PROVIDED RECORDS section start

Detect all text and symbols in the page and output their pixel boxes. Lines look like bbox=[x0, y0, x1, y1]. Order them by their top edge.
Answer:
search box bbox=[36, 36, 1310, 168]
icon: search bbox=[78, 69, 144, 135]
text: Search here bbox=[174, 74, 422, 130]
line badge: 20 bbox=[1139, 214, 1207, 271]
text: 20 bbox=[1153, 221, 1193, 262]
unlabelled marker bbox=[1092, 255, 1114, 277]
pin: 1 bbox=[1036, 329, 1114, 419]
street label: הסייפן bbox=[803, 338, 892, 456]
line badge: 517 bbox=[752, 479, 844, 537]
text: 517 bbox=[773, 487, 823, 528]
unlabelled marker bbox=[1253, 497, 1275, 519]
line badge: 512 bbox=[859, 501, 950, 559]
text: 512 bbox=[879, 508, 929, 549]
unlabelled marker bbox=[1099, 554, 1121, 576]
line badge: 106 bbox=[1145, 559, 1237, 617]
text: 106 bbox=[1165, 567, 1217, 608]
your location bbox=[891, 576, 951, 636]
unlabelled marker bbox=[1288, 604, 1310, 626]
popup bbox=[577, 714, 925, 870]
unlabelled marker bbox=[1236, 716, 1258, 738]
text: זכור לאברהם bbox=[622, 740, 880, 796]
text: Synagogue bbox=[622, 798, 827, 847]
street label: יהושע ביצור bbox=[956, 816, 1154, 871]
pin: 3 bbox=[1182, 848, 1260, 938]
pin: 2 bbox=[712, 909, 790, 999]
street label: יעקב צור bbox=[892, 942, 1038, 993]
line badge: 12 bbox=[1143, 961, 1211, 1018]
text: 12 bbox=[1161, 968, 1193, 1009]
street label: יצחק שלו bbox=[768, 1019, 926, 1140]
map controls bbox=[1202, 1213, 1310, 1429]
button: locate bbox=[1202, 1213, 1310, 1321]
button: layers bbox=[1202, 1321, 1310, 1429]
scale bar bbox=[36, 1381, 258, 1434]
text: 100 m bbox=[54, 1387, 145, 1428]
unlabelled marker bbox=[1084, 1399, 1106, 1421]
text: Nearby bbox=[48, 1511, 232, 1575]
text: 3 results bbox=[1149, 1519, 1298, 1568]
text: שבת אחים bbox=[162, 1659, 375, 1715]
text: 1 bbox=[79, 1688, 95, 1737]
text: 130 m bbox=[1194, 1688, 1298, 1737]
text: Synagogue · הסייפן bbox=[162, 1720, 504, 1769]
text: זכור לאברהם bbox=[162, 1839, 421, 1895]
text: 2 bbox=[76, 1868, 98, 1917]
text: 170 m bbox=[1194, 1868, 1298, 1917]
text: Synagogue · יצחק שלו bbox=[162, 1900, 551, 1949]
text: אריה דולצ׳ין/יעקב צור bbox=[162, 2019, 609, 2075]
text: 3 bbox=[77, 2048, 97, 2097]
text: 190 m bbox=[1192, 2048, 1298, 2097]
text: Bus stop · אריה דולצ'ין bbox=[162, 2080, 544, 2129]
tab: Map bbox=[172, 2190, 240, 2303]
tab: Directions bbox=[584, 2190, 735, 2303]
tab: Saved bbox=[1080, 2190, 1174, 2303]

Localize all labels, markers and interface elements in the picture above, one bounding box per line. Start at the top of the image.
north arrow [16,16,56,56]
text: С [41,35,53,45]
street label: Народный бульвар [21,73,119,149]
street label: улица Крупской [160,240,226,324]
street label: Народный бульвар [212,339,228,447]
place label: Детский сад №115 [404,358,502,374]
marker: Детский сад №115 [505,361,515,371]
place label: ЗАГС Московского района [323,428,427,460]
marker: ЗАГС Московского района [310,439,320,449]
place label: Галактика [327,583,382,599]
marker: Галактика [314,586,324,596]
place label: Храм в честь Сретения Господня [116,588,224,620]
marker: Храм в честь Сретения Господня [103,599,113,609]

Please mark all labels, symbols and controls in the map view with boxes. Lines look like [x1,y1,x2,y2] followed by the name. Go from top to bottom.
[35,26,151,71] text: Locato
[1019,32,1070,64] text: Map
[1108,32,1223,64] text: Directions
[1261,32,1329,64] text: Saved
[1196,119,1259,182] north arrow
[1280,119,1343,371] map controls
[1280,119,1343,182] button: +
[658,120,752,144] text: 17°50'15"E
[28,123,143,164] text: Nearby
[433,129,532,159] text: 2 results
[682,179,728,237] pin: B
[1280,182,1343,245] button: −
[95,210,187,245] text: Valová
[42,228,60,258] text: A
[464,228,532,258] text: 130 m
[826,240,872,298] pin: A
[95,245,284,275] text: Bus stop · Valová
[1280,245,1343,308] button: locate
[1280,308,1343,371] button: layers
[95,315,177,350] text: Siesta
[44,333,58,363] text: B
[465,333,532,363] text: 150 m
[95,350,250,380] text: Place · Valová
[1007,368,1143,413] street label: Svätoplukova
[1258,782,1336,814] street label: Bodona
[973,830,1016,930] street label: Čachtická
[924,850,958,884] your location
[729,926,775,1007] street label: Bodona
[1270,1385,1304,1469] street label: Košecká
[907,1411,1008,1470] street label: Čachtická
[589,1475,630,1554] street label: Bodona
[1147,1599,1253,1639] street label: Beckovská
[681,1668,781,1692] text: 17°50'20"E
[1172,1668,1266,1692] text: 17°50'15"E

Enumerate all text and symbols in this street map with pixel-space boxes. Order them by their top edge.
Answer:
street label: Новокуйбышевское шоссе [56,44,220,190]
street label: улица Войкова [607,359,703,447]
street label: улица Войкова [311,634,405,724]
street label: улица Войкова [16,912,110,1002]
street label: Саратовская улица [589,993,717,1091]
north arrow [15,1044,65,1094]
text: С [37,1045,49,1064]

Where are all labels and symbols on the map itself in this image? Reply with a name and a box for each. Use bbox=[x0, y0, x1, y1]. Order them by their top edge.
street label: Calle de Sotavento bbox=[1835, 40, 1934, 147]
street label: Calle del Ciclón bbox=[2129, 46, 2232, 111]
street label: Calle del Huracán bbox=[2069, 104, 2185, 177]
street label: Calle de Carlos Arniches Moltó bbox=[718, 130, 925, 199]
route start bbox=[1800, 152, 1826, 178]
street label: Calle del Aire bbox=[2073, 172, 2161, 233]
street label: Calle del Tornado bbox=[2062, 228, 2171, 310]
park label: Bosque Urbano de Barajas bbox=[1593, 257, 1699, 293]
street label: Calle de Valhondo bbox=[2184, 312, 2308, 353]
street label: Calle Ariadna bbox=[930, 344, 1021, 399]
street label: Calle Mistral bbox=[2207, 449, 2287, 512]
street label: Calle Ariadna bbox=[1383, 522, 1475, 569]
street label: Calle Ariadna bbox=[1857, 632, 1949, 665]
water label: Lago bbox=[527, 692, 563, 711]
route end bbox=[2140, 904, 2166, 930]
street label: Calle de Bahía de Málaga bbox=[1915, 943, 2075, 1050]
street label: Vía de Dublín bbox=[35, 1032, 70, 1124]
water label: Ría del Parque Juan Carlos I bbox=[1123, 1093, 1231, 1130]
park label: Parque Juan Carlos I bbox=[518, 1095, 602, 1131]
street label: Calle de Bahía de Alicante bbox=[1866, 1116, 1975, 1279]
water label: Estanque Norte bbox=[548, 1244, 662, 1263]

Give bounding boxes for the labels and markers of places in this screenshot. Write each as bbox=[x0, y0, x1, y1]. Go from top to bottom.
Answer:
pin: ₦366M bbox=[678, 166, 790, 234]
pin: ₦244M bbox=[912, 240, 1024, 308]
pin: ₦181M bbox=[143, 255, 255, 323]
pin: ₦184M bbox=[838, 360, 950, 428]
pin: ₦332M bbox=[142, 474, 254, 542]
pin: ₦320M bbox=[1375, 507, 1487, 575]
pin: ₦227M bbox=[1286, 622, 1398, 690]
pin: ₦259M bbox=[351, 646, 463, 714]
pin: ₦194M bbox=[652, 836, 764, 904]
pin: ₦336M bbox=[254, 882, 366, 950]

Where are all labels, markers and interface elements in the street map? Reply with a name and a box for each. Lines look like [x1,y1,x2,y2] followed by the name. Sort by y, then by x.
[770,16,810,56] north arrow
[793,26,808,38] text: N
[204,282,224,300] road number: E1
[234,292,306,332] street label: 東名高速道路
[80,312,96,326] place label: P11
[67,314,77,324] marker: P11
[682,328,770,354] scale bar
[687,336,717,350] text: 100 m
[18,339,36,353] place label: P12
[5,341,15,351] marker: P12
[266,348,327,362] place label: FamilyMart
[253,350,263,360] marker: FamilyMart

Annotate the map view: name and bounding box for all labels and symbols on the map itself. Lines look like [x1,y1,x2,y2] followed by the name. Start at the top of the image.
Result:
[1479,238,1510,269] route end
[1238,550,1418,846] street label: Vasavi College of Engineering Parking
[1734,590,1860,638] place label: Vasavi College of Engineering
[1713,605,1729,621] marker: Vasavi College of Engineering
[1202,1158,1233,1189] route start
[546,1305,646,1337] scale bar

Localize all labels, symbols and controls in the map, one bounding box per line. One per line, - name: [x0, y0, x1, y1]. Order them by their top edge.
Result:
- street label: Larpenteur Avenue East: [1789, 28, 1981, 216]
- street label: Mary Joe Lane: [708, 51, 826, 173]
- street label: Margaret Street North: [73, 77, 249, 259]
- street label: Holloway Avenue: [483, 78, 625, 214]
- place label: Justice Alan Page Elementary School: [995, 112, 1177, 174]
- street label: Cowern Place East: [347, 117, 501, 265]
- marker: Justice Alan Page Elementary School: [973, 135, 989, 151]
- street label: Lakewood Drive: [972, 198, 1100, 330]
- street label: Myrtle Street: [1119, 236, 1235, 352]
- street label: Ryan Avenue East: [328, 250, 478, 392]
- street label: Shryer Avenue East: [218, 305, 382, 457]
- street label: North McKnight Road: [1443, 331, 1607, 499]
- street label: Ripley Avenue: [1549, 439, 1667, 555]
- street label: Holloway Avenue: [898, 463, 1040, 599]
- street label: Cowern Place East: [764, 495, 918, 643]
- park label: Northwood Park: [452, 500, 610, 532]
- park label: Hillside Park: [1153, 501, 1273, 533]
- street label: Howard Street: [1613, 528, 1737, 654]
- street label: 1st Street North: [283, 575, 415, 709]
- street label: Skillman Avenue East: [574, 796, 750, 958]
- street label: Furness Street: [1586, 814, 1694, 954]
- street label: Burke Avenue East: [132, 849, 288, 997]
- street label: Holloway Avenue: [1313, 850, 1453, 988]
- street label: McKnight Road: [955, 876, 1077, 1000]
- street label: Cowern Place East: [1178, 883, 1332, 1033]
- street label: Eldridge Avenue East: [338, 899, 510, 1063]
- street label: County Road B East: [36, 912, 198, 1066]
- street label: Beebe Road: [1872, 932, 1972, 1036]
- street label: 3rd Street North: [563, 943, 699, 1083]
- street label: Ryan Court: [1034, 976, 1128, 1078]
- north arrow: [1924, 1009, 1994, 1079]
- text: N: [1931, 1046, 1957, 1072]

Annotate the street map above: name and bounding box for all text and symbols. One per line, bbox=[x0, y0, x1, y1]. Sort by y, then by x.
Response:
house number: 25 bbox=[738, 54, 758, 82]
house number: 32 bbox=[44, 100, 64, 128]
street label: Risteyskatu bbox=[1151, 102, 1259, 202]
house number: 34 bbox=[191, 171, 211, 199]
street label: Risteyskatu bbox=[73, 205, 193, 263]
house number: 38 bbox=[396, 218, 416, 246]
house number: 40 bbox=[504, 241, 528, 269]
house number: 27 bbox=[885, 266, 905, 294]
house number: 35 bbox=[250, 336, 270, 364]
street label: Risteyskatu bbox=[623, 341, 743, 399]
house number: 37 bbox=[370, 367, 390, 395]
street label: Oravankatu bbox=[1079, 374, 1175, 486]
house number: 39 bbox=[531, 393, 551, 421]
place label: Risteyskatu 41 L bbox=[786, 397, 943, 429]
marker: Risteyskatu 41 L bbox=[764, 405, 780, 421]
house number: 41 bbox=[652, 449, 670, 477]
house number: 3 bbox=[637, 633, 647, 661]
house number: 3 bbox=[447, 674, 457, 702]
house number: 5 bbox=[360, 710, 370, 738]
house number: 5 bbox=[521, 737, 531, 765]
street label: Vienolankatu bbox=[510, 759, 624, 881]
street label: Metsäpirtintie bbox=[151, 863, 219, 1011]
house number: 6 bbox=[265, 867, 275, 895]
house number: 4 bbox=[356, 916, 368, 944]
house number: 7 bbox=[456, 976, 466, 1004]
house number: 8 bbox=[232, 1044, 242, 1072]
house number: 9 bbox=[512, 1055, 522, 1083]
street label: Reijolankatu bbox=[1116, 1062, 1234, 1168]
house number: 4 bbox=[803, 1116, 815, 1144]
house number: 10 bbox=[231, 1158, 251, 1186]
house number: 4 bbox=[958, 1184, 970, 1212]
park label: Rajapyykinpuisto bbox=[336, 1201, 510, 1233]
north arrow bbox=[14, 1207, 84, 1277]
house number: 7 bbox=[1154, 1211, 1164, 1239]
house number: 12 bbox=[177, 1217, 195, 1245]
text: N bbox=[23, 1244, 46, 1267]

PROVIDED RECORDS section end

**EXERCISE DETAILS:** Make a tally of the lines in this data that include the string "Cowern", and answer with that tally alone.

**SOLUTION FOR THIS PROBLEM:** 3